Problem details: Look for the word "Gray". Copy every line of the listing where it occurs.

Material for this task:

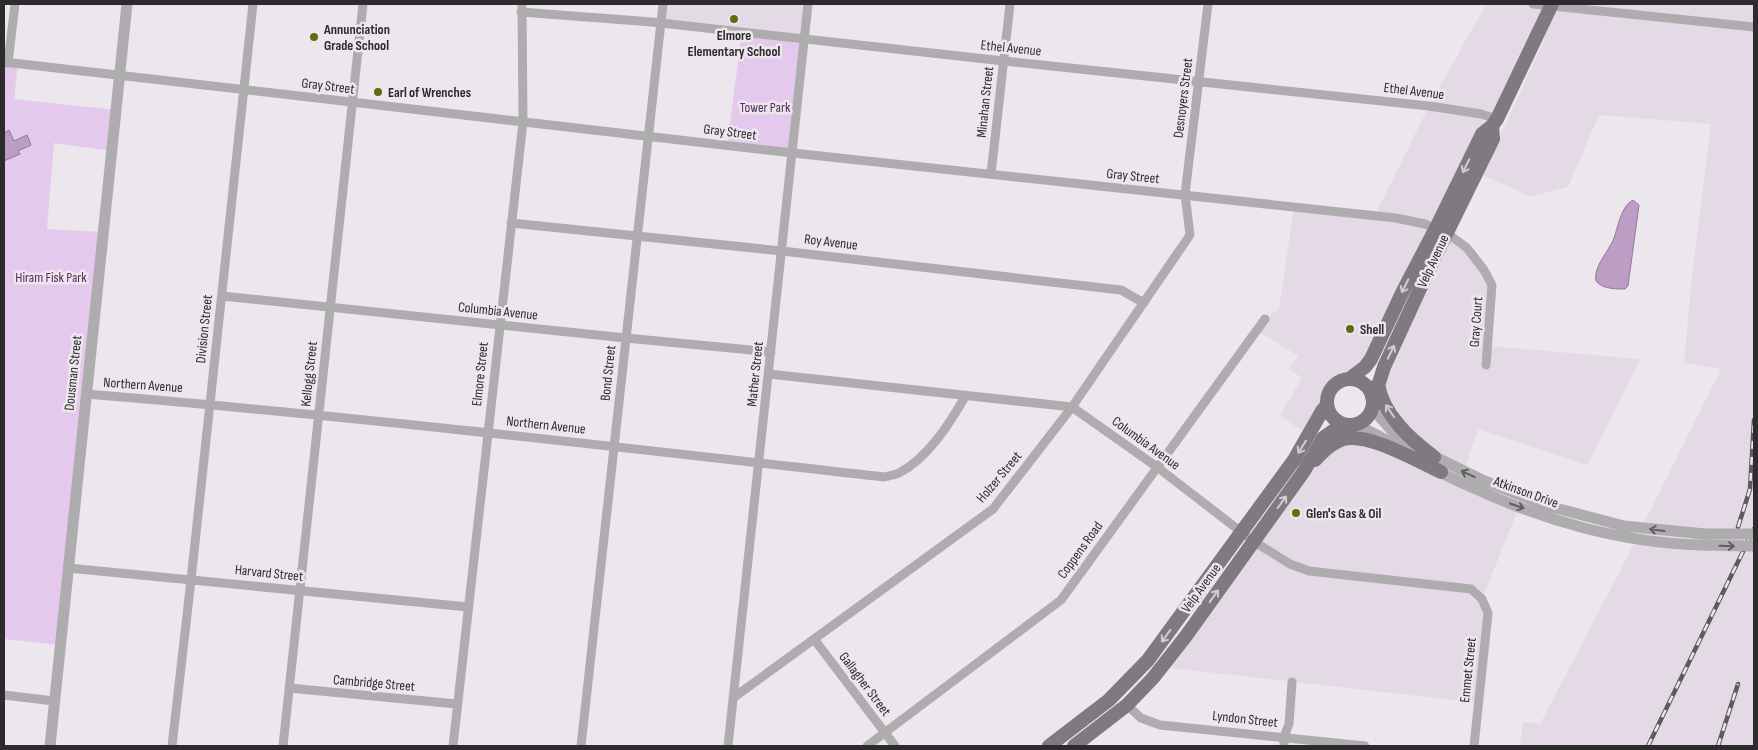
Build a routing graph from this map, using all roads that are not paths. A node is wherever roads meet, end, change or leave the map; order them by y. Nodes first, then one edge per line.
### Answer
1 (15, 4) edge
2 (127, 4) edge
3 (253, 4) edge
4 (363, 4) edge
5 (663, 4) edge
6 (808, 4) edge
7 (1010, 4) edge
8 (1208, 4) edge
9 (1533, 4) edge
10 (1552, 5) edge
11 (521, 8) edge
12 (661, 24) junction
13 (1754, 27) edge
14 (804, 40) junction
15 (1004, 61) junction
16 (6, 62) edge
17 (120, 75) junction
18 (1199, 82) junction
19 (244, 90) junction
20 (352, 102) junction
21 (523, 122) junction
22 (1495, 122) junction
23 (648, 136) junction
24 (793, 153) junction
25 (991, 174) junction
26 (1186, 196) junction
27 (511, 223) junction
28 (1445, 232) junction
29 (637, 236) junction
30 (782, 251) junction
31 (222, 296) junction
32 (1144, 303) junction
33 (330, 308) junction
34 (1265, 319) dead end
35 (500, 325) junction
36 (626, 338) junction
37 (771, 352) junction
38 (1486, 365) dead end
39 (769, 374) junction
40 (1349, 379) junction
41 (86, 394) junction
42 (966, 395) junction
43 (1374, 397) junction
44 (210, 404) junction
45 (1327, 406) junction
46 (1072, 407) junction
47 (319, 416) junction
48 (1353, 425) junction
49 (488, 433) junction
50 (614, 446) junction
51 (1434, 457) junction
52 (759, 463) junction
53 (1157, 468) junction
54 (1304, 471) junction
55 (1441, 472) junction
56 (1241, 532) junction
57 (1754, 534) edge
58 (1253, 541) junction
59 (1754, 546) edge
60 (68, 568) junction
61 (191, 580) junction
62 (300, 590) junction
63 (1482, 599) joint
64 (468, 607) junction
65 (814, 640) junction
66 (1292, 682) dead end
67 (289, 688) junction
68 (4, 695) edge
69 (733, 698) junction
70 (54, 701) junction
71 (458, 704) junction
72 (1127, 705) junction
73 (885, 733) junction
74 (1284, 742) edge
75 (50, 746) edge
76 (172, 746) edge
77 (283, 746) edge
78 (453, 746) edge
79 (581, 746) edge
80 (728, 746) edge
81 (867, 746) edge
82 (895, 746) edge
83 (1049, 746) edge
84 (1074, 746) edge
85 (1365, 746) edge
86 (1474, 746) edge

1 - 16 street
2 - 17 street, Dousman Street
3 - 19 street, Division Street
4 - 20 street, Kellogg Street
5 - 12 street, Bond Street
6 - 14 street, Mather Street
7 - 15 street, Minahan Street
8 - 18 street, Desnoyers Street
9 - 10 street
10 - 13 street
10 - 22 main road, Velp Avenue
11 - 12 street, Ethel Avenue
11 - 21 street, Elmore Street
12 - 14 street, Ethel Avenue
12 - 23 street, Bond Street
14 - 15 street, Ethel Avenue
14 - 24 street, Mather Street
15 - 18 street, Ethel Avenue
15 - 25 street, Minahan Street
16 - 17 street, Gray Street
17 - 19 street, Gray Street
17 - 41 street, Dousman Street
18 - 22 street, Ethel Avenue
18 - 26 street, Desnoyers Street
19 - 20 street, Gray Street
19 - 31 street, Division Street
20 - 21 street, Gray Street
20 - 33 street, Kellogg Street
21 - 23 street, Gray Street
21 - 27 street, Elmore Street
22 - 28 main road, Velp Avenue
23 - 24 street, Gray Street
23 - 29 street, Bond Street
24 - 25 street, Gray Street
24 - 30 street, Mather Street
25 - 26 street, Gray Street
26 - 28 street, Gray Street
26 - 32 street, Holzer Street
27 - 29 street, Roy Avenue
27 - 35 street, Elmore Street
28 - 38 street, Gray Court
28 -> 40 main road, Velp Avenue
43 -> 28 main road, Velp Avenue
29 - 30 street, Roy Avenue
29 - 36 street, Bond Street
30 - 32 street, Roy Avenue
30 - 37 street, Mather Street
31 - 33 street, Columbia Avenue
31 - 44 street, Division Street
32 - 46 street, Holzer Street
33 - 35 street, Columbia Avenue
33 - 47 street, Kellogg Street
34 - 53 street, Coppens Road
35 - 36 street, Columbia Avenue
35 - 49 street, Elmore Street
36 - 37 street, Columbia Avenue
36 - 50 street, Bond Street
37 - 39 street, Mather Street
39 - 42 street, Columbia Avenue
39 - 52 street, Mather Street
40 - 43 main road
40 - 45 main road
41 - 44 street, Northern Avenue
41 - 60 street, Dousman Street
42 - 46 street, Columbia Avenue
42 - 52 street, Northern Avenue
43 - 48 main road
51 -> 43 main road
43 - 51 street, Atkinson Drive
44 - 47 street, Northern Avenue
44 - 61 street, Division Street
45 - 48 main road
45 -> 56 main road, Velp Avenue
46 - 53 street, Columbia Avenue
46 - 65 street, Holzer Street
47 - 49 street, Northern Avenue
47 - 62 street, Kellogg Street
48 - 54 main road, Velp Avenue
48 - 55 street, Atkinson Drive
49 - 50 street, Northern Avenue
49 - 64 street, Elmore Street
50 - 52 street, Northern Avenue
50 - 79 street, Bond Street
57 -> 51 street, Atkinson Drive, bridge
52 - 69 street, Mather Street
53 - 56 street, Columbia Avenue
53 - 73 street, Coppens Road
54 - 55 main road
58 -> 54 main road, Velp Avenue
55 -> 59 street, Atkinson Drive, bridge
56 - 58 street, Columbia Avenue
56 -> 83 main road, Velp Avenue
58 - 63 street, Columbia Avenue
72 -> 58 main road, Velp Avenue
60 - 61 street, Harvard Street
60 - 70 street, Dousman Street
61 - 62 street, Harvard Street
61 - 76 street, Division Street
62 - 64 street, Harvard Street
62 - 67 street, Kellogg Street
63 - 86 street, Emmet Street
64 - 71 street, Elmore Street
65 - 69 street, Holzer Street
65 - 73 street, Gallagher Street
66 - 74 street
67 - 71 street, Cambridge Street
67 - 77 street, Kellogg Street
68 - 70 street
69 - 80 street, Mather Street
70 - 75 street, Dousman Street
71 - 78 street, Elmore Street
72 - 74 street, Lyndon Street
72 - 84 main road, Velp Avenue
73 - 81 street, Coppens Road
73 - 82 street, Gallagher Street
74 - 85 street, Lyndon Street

Solved exercise:
16 - 17 street, Gray Street
17 - 19 street, Gray Street
19 - 20 street, Gray Street
20 - 21 street, Gray Street
21 - 23 street, Gray Street
23 - 24 street, Gray Street
24 - 25 street, Gray Street
25 - 26 street, Gray Street
26 - 28 street, Gray Street
28 - 38 street, Gray Court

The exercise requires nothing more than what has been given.